Point 3 is the exact problem our source file mapping feature (#66) targets. Point 1 is what the Playwright-based verification in this research aims to solve.

Key Insight: Review Loop Already Has Runtime Access

The critical realisation from studying Tidewave is that Review Loop's Vite plugin is already running inside the dev server. The existing middleware has access to Vite's module graph, which maps source files to rendered output. This means Review Loop is already in a Tidewave-like position — it just doesn't exploit it yet.
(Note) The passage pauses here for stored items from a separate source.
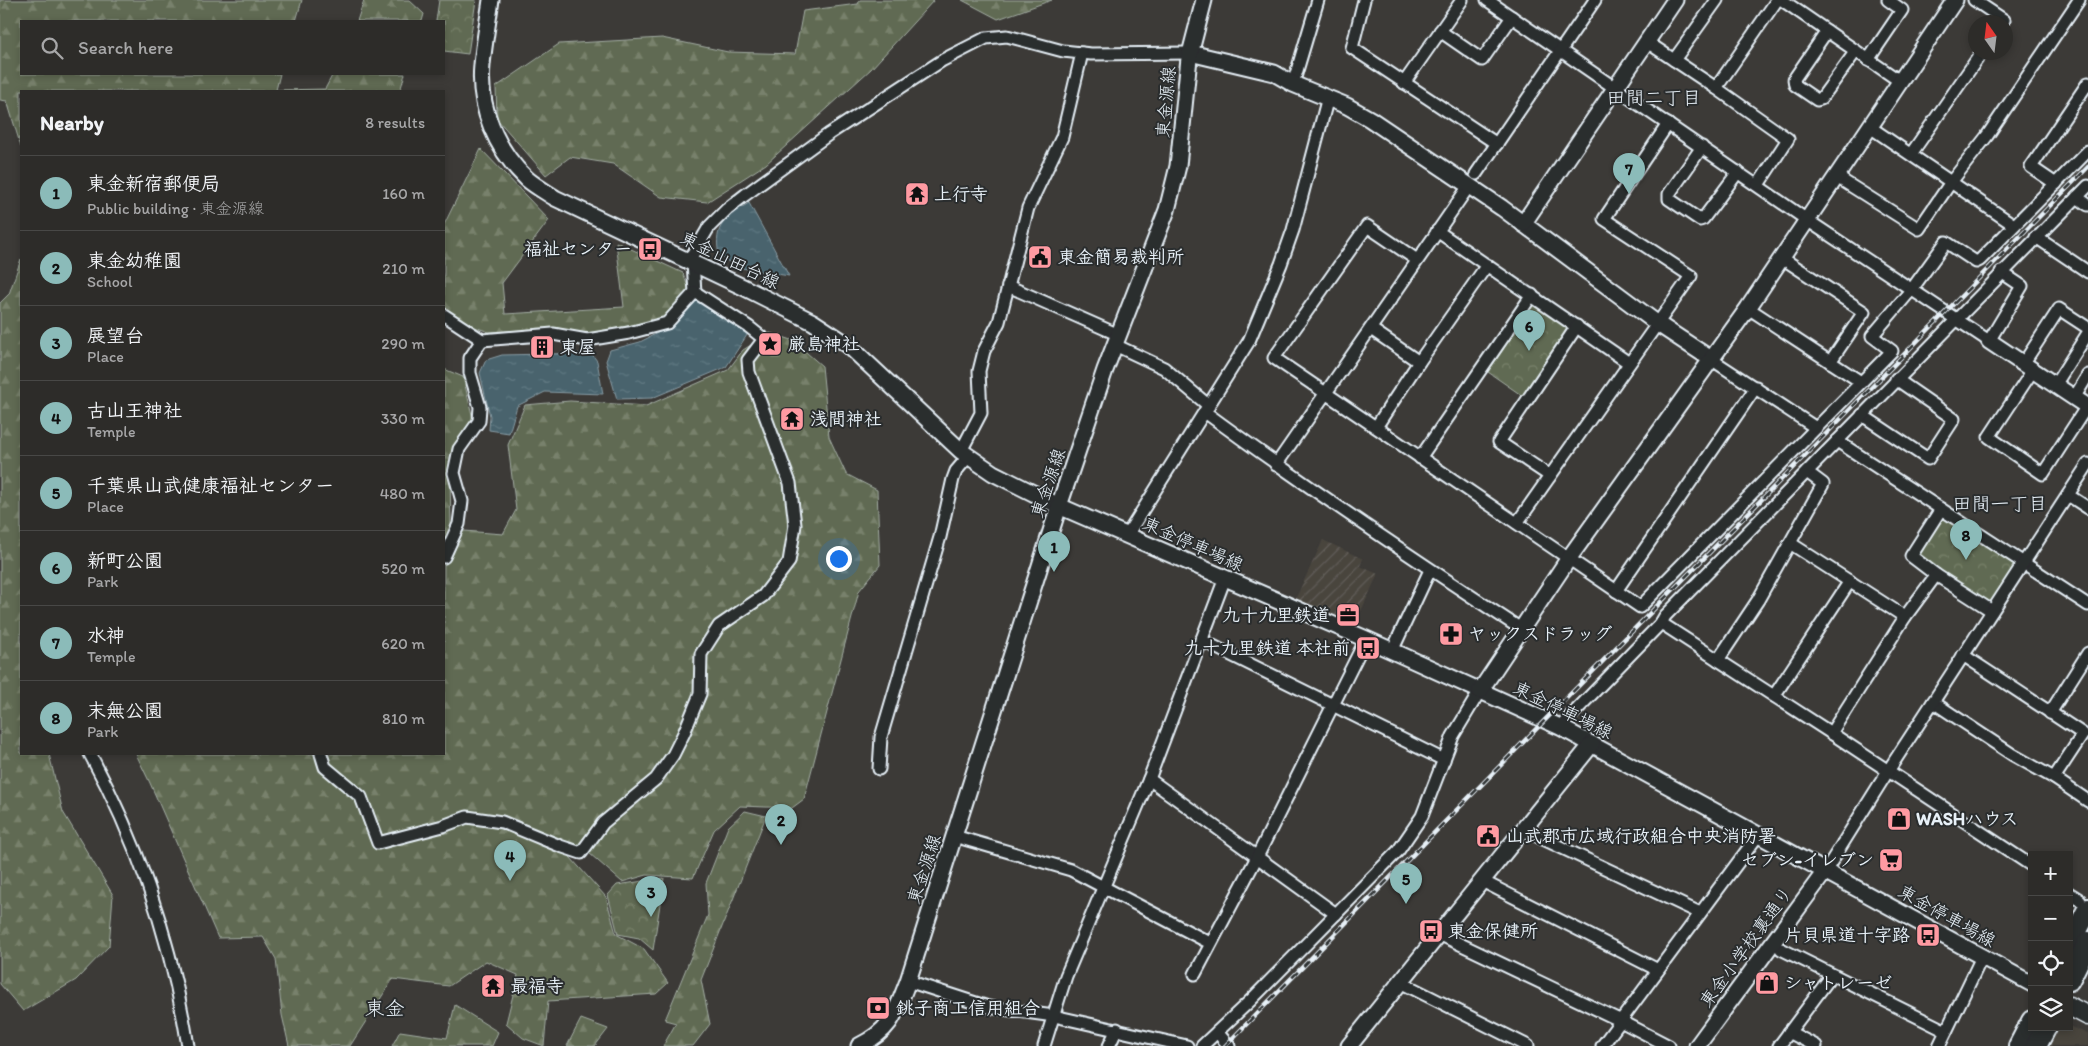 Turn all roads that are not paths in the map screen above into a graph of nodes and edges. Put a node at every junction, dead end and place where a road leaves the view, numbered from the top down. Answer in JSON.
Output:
{"nodes":[{"id":1,"x":491,"y":0,"type":"edge"},
{"id":2,"x":1204,"y":0,"type":"edge"},
{"id":3,"x":1318,"y":0,"type":"edge"},
{"id":4,"x":1364,"y":0,"type":"edge"},
{"id":5,"x":1462,"y":0,"type":"edge"},
{"id":6,"x":1487,"y":0,"type":"edge"},
{"id":7,"x":1595,"y":0,"type":"edge"},
{"id":8,"x":1675,"y":0,"type":"edge"},
{"id":9,"x":1717,"y":0,"type":"edge"},
{"id":10,"x":1777,"y":0,"type":"edge"},
{"id":11,"x":1782,"y":0,"type":"edge"},
{"id":12,"x":1888,"y":0,"type":"edge"},
{"id":13,"x":1955,"y":0,"type":"edge"},
{"id":14,"x":1974,"y":0,"type":"edge"},
{"id":15,"x":2081,"y":2,"type":"edge"},
{"id":16,"x":1996,"y":15,"type":"edge"},
{"id":17,"x":1512,"y":17,"type":"junction"},
{"id":18,"x":1440,"y":31,"type":"junction"},
{"id":19,"x":1827,"y":31,"type":"junction"},
{"id":20,"x":1646,"y":42,"type":"junction"},
{"id":21,"x":1561,"y":50,"type":"junction"},
{"id":22,"x":1856,"y":51,"type":"junction"},
{"id":23,"x":1082,"y":53,"type":"junction"},
{"id":24,"x":1190,"y":53,"type":"junction"},
{"id":25,"x":1674,"y":60,"type":"junction"},
{"id":26,"x":1868,"y":60,"type":"junction"},
{"id":27,"x":1976,"y":60,"type":"edge"},
{"id":28,"x":1901,"y":82,"type":"junction"},
{"id":29,"x":1404,"y":83,"type":"junction"},
{"id":30,"x":2088,"y":83,"type":"edge"},
{"id":31,"x":1293,"y":84,"type":"junction"},
{"id":32,"x":1616,"y":87,"type":"junction"},
{"id":33,"x":1716,"y":88,"type":"junction"},
{"id":34,"x":1328,"y":97,"type":"junction"},
{"id":35,"x":1668,"y":124,"type":"junction"},
{"id":36,"x":1870,"y":127,"type":"junction"},
{"id":37,"x":1497,"y":144,"type":"junction"},
{"id":38,"x":1702,"y":147,"type":"junction"},
{"id":39,"x":2088,"y":151,"type":"edge"},
{"id":40,"x":1911,"y":154,"type":"junction"},
{"id":41,"x":1738,"y":172,"type":"junction"},
{"id":42,"x":1837,"y":177,"type":"junction"},
{"id":43,"x":1472,"y":180,"type":"junction"},
{"id":44,"x":1951,"y":182,"type":"junction"},
{"id":45,"x":2056,"y":184,"type":"junction"},
{"id":46,"x":1758,"y":185,"type":"junction"},
{"id":47,"x":2088,"y":186,"type":"edge"},
{"id":48,"x":2077,"y":197,"type":"junction"},
{"id":49,"x":2088,"y":205,"type":"edge"},
{"id":50,"x":1807,"y":220,"type":"junction"},
{"id":51,"x":1523,"y":224,"type":"junction"},
{"id":52,"x":2014,"y":225,"type":"junction"},
{"id":53,"x":1437,"y":231,"type":"junction"},
{"id":54,"x":2036,"y":237,"type":"junction"},
{"id":55,"x":1782,"y":258,"type":"junction"},
{"id":56,"x":1418,"y":260,"type":"junction"},
{"id":57,"x":691,"y":262,"type":"junction"},
{"id":58,"x":1487,"y":265,"type":"junction"},
{"id":59,"x":2002,"y":272,"type":"junction"},
{"id":60,"x":2088,"y":272,"type":"edge"},
{"id":61,"x":1008,"y":286,"type":"junction"},
{"id":62,"x":1912,"y":289,"type":"junction"},
{"id":63,"x":696,"y":292,"type":"junction"},
{"id":64,"x":1532,"y":295,"type":"junction"},
{"id":65,"x":1748,"y":308,"type":"junction"},
{"id":66,"x":445,"y":316,"type":"edge"},
{"id":67,"x":1955,"y":318,"type":"junction"},
{"id":68,"x":1658,"y":324,"type":"junction"},
{"id":69,"x":1576,"y":326,"type":"junction"},
{"id":70,"x":2088,"y":328,"type":"edge"},
{"id":71,"x":1370,"y":329,"type":"junction"},
{"id":72,"x":2088,"y":333,"type":"edge"},
{"id":73,"x":482,"y":340,"type":"junction"},
{"id":74,"x":1117,"y":340,"type":"junction"},
{"id":75,"x":1989,"y":341,"type":"junction"},
{"id":76,"x":1711,"y":359,"type":"junction"},
{"id":77,"x":1419,"y":362,"type":"junction"},
{"id":78,"x":1830,"y":362,"type":"junction"},
{"id":79,"x":1629,"y":363,"type":"junction"},
{"id":80,"x":2028,"y":367,"type":"junction"},
{"id":81,"x":2088,"y":375,"type":"edge"},
{"id":82,"x":1896,"y":379,"type":"junction"},
{"id":83,"x":1861,"y":382,"type":"junction"},
{"id":84,"x":2054,"y":385,"type":"junction"},
{"id":85,"x":1756,"y":387,"type":"junction"},
{"id":86,"x":1326,"y":394,"type":"junction"},
{"id":87,"x":2074,"y":398,"type":"junction"},
{"id":88,"x":2088,"y":407,"type":"edge"},
{"id":89,"x":1207,"y":409,"type":"junction"},
{"id":90,"x":1862,"y":415,"type":"junction"},
{"id":91,"x":1376,"y":427,"type":"junction"},
{"id":92,"x":1816,"y":428,"type":"junction"},
{"id":93,"x":1837,"y":440,"type":"junction"},
{"id":94,"x":964,"y":454,"type":"junction"},
{"id":95,"x":1420,"y":458,"type":"junction"},
{"id":96,"x":2088,"y":464,"type":"edge"},
{"id":97,"x":1276,"y":465,"type":"junction"},
{"id":98,"x":1807,"y":472,"type":"junction"},
{"id":99,"x":1550,"y":476,"type":"junction"},
{"id":100,"x":2068,"y":495,"type":"junction"},
{"id":101,"x":1059,"y":506,"type":"junction"},
{"id":102,"x":2088,"y":508,"type":"edge"},
{"id":103,"x":1941,"y":509,"type":"junction"},
{"id":104,"x":1517,"y":524,"type":"junction"},
{"id":105,"x":1127,"y":535,"type":"junction"},
{"id":106,"x":1790,"y":543,"type":"junction"},
{"id":107,"x":445,"y":555,"type":"edge"},
{"id":108,"x":1569,"y":558,"type":"junction"},
{"id":109,"x":2024,"y":562,"type":"junction"},
{"id":110,"x":1430,"y":570,"type":"junction"},
{"id":111,"x":1936,"y":575,"type":"junction"},
{"id":112,"x":1225,"y":578,"type":"junction"},
{"id":113,"x":1850,"y":581,"type":"junction"},
{"id":114,"x":1616,"y":591,"type":"junction"},
{"id":115,"x":2087,"y":602,"type":"edge"},
{"id":116,"x":1992,"y":611,"type":"junction"},
{"id":117,"x":1905,"y":617,"type":"junction"},
{"id":118,"x":1661,"y":623,"type":"junction"},
{"id":119,"x":1521,"y":629,"type":"junction"},
{"id":120,"x":1202,"y":640,"type":"junction"},
{"id":121,"x":1366,"y":640,"type":"junction"},
{"id":122,"x":1392,"y":651,"type":"junction"},
{"id":123,"x":2088,"y":653,"type":"edge"},
{"id":124,"x":1963,"y":656,"type":"junction"},
{"id":125,"x":1718,"y":660,"type":"junction"},
{"id":126,"x":1480,"y":691,"type":"junction"},
{"id":127,"x":1774,"y":696,"type":"junction"},
{"id":128,"x":1933,"y":702,"type":"junction"},
{"id":129,"x":1332,"y":705,"type":"junction"},
{"id":130,"x":2050,"y":712,"type":"junction"},
{"id":131,"x":1560,"y":727,"type":"junction"},
{"id":132,"x":1831,"y":733,"type":"junction"},
{"id":133,"x":1592,"y":744,"type":"junction"},
{"id":134,"x":90,"y":755,"type":"edge"},
{"id":135,"x":321,"y":755,"type":"edge"},
{"id":136,"x":1444,"y":760,"type":"junction"},
{"id":137,"x":879,"y":769,"type":"dead end"},
{"id":138,"x":1888,"y":771,"type":"junction"},
{"id":139,"x":2054,"y":778,"type":"junction"},
{"id":140,"x":1149,"y":780,"type":"junction"},
{"id":141,"x":2088,"y":801,"type":"edge"},
{"id":142,"x":1522,"y":829,"type":"junction"},
{"id":143,"x":1759,"y":834,"type":"junction"},
{"id":144,"x":954,"y":836,"type":"junction"},
{"id":145,"x":1257,"y":857,"type":"junction"},
{"id":146,"x":2028,"y":863,"type":"edge"},
{"id":147,"x":1826,"y":870,"type":"junction"},
{"id":148,"x":1482,"y":881,"type":"junction"},
{"id":149,"x":1104,"y":886,"type":"junction"},
{"id":150,"x":2073,"y":896,"type":"edge"},
{"id":151,"x":2084,"y":905,"type":"edge"},
{"id":152,"x":1700,"y":913,"type":"junction"},
{"id":153,"x":1336,"y":914,"type":"junction"},
{"id":154,"x":1439,"y":934,"type":"junction"},
{"id":155,"x":2071,"y":941,"type":"edge"},
{"id":156,"x":2088,"y":942,"type":"edge"},
{"id":157,"x":1210,"y":943,"type":"junction"},
{"id":158,"x":1781,"y":948,"type":"dead end"},
{"id":159,"x":1982,"y":956,"type":"junction"},
{"id":160,"x":1658,"y":970,"type":"junction"},
{"id":161,"x":2073,"y":972,"type":"edge"},
{"id":162,"x":1195,"y":974,"type":"dead end"},
{"id":163,"x":1832,"y":975,"type":"junction"},
{"id":164,"x":908,"y":981,"type":"junction"},
{"id":165,"x":1400,"y":982,"type":"junction"},
{"id":166,"x":2028,"y":982,"type":"edge"},
{"id":167,"x":2073,"y":1008,"type":"edge"},
{"id":168,"x":1054,"y":1016,"type":"junction"},
{"id":169,"x":2088,"y":1016,"type":"edge"},
{"id":170,"x":1620,"y":1020,"type":"junction"},
{"id":171,"x":1117,"y":1029,"type":"junction"},
{"id":172,"x":2028,"y":1029,"type":"edge"},
{"id":173,"x":1946,"y":1031,"type":"junction"},
{"id":174,"x":2044,"y":1031,"type":"edge"},
{"id":175,"x":1217,"y":1032,"type":"junction"},
{"id":176,"x":1790,"y":1032,"type":"junction"},
{"id":177,"x":1351,"y":1045,"type":"edge"},
{"id":178,"x":188,"y":1046,"type":"edge"},
{"id":179,"x":859,"y":1046,"type":"edge"},
{"id":180,"x":1044,"y":1046,"type":"edge"},
{"id":181,"x":1109,"y":1046,"type":"edge"},
{"id":182,"x":1187,"y":1046,"type":"edge"},
{"id":183,"x":1202,"y":1046,"type":"edge"},
{"id":184,"x":1229,"y":1046,"type":"edge"},
{"id":185,"x":1528,"y":1046,"type":"edge"},
{"id":186,"x":1602,"y":1046,"type":"edge"},
{"id":187,"x":1669,"y":1046,"type":"edge"},
{"id":188,"x":1697,"y":1046,"type":"edge"},
{"id":189,"x":1779,"y":1046,"type":"edge"},
{"id":190,"x":1816,"y":1046,"type":"edge"},
{"id":191,"x":1938,"y":1046,"type":"edge"},
{"id":192,"x":2019,"y":1046,"type":"edge"},
{"id":193,"x":2036,"y":1046,"type":"edge"}],
"edges":[{"from":1,"to":57,"type":"main road","name":"東金山田台線"},
{"from":2,"to":24,"type":"main road","name":"東金源線"},
{"from":3,"to":31,"type":"street"},
{"from":4,"to":29,"type":"street"},
{"from":5,"to":18,"type":"street"},
{"from":6,"to":17,"type":"street"},
{"from":7,"to":21,"type":"street"},
{"from":8,"to":20,"type":"main road"},
{"from":9,"to":25,"type":"street"},
{"from":10,"to":33,"type":"street"},
{"from":11,"to":19,"type":"street"},
{"from":12,"to":26,"type":"street"},
{"from":13,"to":28,"type":"main road"},
{"from":14,"to":16,"type":"street"},
{"from":15,"to":44,"type":"street"},
{"from":17,"to":18,"type":"street"},
{"from":17,"to":21,"type":"street"},
{"from":18,"to":29,"type":"street"},
{"from":19,"to":22,"type":"street"},
{"from":19,"to":22,"type":"street"},
{"from":20,"to":25,"type":"street"},
{"from":20,"to":32,"type":"main road"},
{"from":21,"to":32,"type":"street"},
{"from":21,"to":37,"type":"street"},
{"from":22,"to":26,"type":"street"},
{"from":23,"to":24,"type":"street"},
{"from":23,"to":57,"type":"street"},
{"from":23,"to":61,"type":"street"},
{"from":24,"to":31,"type":"main road"},
{"from":24,"to":74,"type":"main road","name":"東金源線"},
{"from":25,"to":33,"type":"street"},
{"from":26,"to":28,"type":"street"},
{"from":27,"to":40,"type":"street"},
{"from":28,"to":36,"type":"main road"},
{"from":29,"to":37,"type":"street"},
{"from":30,"to":45,"type":"street"},
{"from":31,"to":34,"type":"main road"},
{"from":32,"to":35,"type":"street"},
{"from":32,"to":51,"type":"main road"},
{"from":33,"to":46,"type":"street"},
{"from":34,"to":43,"type":"main road"},
{"from":34,"to":89,"type":"street"},
{"from":35,"to":38,"type":"street"},
{"from":35,"to":68,"type":"street"},
{"from":36,"to":40,"type":"street"},
{"from":36,"to":42,"type":"main road"},
{"from":37,"to":43,"type":"street"},
{"from":38,"to":41,"type":"street"},
{"from":38,"to":41,"type":"street"},
{"from":39,"to":45,"type":"street"},
{"from":40,"to":44,"type":"street"},
{"from":41,"to":46,"type":"street"},
{"from":42,"to":44,"type":"street"},
{"from":42,"to":50,"type":"main road"},
{"from":43,"to":51,"type":"main road"},
{"from":43,"to":53,"type":"street"},
{"from":44,"to":52,"type":"street"},
{"from":45,"to":52,"type":"street"},
{"from":46,"to":50,"type":"street"},
{"from":47,"to":48,"type":"street"},
{"from":48,"to":49,"type":"street"},
{"from":48,"to":54,"type":"street"},
{"from":50,"to":55,"type":"main road"},
{"from":50,"to":62,"type":"street"},
{"from":51,"to":68,"type":"main road"},
{"from":52,"to":62,"type":"street"},
{"from":53,"to":56,"type":"street"},
{"from":53,"to":58,"type":"street"},
{"from":54,"to":59,"type":"street"},
{"from":54,"to":60,"type":"street"},
{"from":55,"to":65,"type":"main road"},
{"from":55,"to":78,"type":"street"},
{"from":56,"to":71,"type":"street"},
{"from":56,"to":86,"type":"street"},
{"from":57,"to":63,"type":"street"},
{"from":57,"to":94,"type":"main road","name":"東金山田台線"},
{"from":58,"to":64,"type":"street"},
{"from":58,"to":77,"type":"street"},
{"from":59,"to":67,"type":"street"},
{"from":59,"to":75,"type":"street"},
{"from":61,"to":74,"type":"street"},
{"from":61,"to":94,"type":"street"},
{"from":62,"to":67,"type":"street"},
{"from":62,"to":83,"type":"street"},
{"from":63,"to":73,"type":"street"},
{"from":63,"to":135,"type":"street"},
{"from":64,"to":69,"type":"street"},
{"from":64,"to":95,"type":"street"},
{"from":65,"to":76,"type":"main road"},
{"from":65,"to":78,"type":"street"},
{"from":66,"to":73,"type":"street"},
{"from":67,"to":75,"type":"street"},
{"from":67,"to":82,"type":"street"},
{"from":68,"to":76,"type":"main road"},
{"from":68,"to":79,"type":"street"},
{"from":69,"to":79,"type":"street"},
{"from":69,"to":99,"type":"street"},
{"from":70,"to":80,"type":"street"},
{"from":71,"to":77,"type":"street"},
{"from":71,"to":86,"type":"street"},
{"from":72,"to":84,"type":"street"},
{"from":73,"to":107,"type":"street"},
{"from":74,"to":89,"type":"street"},
{"from":74,"to":101,"type":"main road","name":"東金源線"},
{"from":75,"to":80,"type":"main road"},
{"from":76,"to":85,"type":"street"},
{"from":76,"to":108,"type":"main road"},
{"from":77,"to":91,"type":"street"},
{"from":78,"to":83,"type":"street"},
{"from":79,"to":99,"type":"street"},
{"from":80,"to":84,"type":"main road"},
{"from":80,"to":88,"type":"street"},
{"from":81,"to":87,"type":"street"},
{"from":82,"to":90,"type":"street"},
{"from":82,"to":90,"type":"street"},
{"from":83,"to":92,"type":"street"},
{"from":84,"to":87,"type":"main road"},
{"from":85,"to":92,"type":"street"},
{"from":85,"to":114,"type":"street"},
{"from":86,"to":91,"type":"street"},
{"from":86,"to":97,"type":"street"},
{"from":87,"to":88,"type":"main road"},
{"from":89,"to":97,"type":"street"},
{"from":89,"to":105,"type":"street"},
{"from":90,"to":93,"type":"street"},
{"from":91,"to":95,"type":"street"},
{"from":92,"to":114,"type":"street"},
{"from":93,"to":98,"type":"street"},
{"from":93,"to":103,"type":"street"},
{"from":94,"to":101,"type":"main road","name":"東金山田台線"},
{"from":94,"to":137,"type":"street"},
{"from":95,"to":104,"type":"street"},
{"from":96,"to":100,"type":"street"},
{"from":97,"to":110,"type":"street"},
{"from":98,"to":106,"type":"street"},
{"from":98,"to":118,"type":"street"},
{"from":99,"to":104,"type":"street"},
{"from":100,"to":102,"type":"street"},
{"from":100,"to":109,"type":"street"},
{"from":101,"to":105,"type":"main road","name":"東金停車場線"},
{"from":101,"to":144,"type":"main road","name":"東金源線"},
{"from":103,"to":109,"type":"street"},
{"from":103,"to":111,"type":"street"},
{"from":104,"to":108,"type":"street"},
{"from":105,"to":112,"type":"main road","name":"東金停車場線"},
{"from":106,"to":113,"type":"street"},
{"from":106,"to":125,"type":"street"},
{"from":108,"to":114,"type":"street"},
{"from":108,"to":119,"type":"main road"},
{"from":109,"to":115,"type":"street"},
{"from":109,"to":116,"type":"street"},
{"from":110,"to":119,"type":"street"},
{"from":110,"to":122,"type":"street"},
{"from":111,"to":116,"type":"street"},
{"from":111,"to":117,"type":"street"},
{"from":112,"to":120,"type":"street"},
{"from":112,"to":121,"type":"main road","name":"東金停車場線"},
{"from":113,"to":117,"type":"street"},
{"from":113,"to":127,"type":"street"},
{"from":116,"to":124,"type":"street"},
{"from":117,"to":132,"type":"street"},
{"from":118,"to":125,"type":"street"},
{"from":118,"to":131,"type":"street"},
{"from":119,"to":126,"type":"main road"},
{"from":120,"to":129,"type":"street"},
{"from":120,"to":140,"type":"street"},
{"from":121,"to":122,"type":"main road","name":"東金停車場線"},
{"from":121,"to":129,"type":"street"},
{"from":122,"to":126,"type":"main road","name":"東金停車場線"},
{"from":123,"to":130,"type":"street"},
{"from":124,"to":128,"type":"street"},
{"from":124,"to":130,"type":"street"},
{"from":125,"to":127,"type":"street"},
{"from":126,"to":131,"type":"main road","name":"東金停車場線"},
{"from":126,"to":136,"type":"street"},
{"from":127,"to":132,"type":"street"},
{"from":128,"to":138,"type":"street"},
{"from":128,"to":139,"type":"street"},
{"from":129,"to":136,"type":"street"},
{"from":129,"to":145,"type":"street"},
{"from":130,"to":139,"type":"street"},
{"from":131,"to":133,"type":"main road","name":"東金停車場線"},
{"from":132,"to":138,"type":"street"},
{"from":133,"to":142,"type":"main road"},
{"from":133,"to":143,"type":"main road","name":"東金停車場線"},
{"from":134,"to":178,"type":"street"},
{"from":136,"to":153,"type":"street"},
{"from":138,"to":146,"type":"street"},
{"from":138,"to":147,"type":"street"},
{"from":139,"to":141,"type":"street"},
{"from":140,"to":145,"type":"street"},
{"from":140,"to":149,"type":"street"},
{"from":142,"to":148,"type":"main road"},
{"from":142,"to":152,"type":"street"},
{"from":143,"to":147,"type":"main road","name":"東金停車場線"},
{"from":143,"to":152,"type":"street"},
{"from":144,"to":149,"type":"street"},
{"from":144,"to":164,"type":"main road","name":"東金源線"},
{"from":145,"to":153,"type":"street"},
{"from":145,"to":157,"type":"street"},
{"from":147,"to":159,"type":"main road","name":"東金停車場線"},
{"from":147,"to":188,"type":"main road","name":"東金小学校裏通り"},
{"from":148,"to":154,"type":"main road"},
{"from":148,"to":160,"type":"street"},
{"from":149,"to":157,"type":"street"},
{"from":149,"to":168,"type":"street"},
{"from":150,"to":151,"type":"street"},
{"from":151,"to":155,"type":"highway"},
{"from":152,"to":160,"type":"street"},
{"from":153,"to":175,"type":"street"},
{"from":154,"to":165,"type":"main road"},
{"from":154,"to":170,"type":"street"},
{"from":156,"to":161,"type":"highway"},
{"from":157,"to":162,"type":"street"},
{"from":158,"to":163,"type":"street"},
{"from":159,"to":166,"type":"main road","name":"東金停車場線"},
{"from":159,"to":173,"type":"street"},
{"from":160,"to":170,"type":"street"},
{"from":163,"to":173,"type":"street"},
{"from":163,"to":176,"type":"street"},
{"from":164,"to":168,"type":"street"},
{"from":164,"to":179,"type":"main road","name":"東金源線"},
{"from":165,"to":177,"type":"main road"},
{"from":165,"to":185,"type":"street"},
{"from":167,"to":169,"type":"main road"},
{"from":168,"to":171,"type":"street"},
{"from":168,"to":180,"type":"street"},
{"from":170,"to":186,"type":"street"},
{"from":170,"to":187,"type":"street"},
{"from":171,"to":181,"type":"street"},
{"from":171,"to":182,"type":"street"},
{"from":172,"to":192,"type":"highway"},
{"from":173,"to":191,"type":"street"},
{"from":174,"to":193,"type":"highway"},
{"from":175,"to":183,"type":"street"},
{"from":175,"to":184,"type":"street"},
{"from":176,"to":189,"type":"street"},
{"from":176,"to":190,"type":"street"}]}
Tidewave Review Loop (current) Review Loop (proposed)
Runtime position MCP server inside the app Vite middleware inside the dev server Vite middleware + Playwright
Source mapping Runtime knows which component renders each element Has Vite module graph access but doesn't use it Could use module graph for annotation → source hints
Verification Agent has REPL + live system access None — agent is blind to rendered output Playwright screenshots + DOM inspection
Framework scope Deep per-framework integration Framework-agnostic via adapters Same, with optional deeper integration

Implications for Architecture Choice

Tidewave's approach validates Architecture D (Hybrid) as the right starting point, but reframes why:

  • Don't abandon the embedded plugin — it's the runtime integration point. Enhance it with source mapping, error context, and richer MCP tools
  • Add Playwright for what the plugin can't do — visual verification, multi-page crawling, screenshot diffing
  • The Vite plugin should become smarter, not be replaced — more like Tidewave's runtime MCP server, less like a passive UI injector

This is a both/and approach rather than either/or: runtime intelligence from the plugin, visual intelligence from the browser.

Motivation

The current embedded model has limitations that runtime-aware tooling can address:

  • No visual verification — agents can't screenshot, diff, or verify their own changes
  • No autonomous navigation — agents can't browse the site to check their work
  • Same-page constraint — can only annotate pages the user navigates to manually
  • No source mapping — agents must grep for source files (see feat: source file mapping for agent annotations #66)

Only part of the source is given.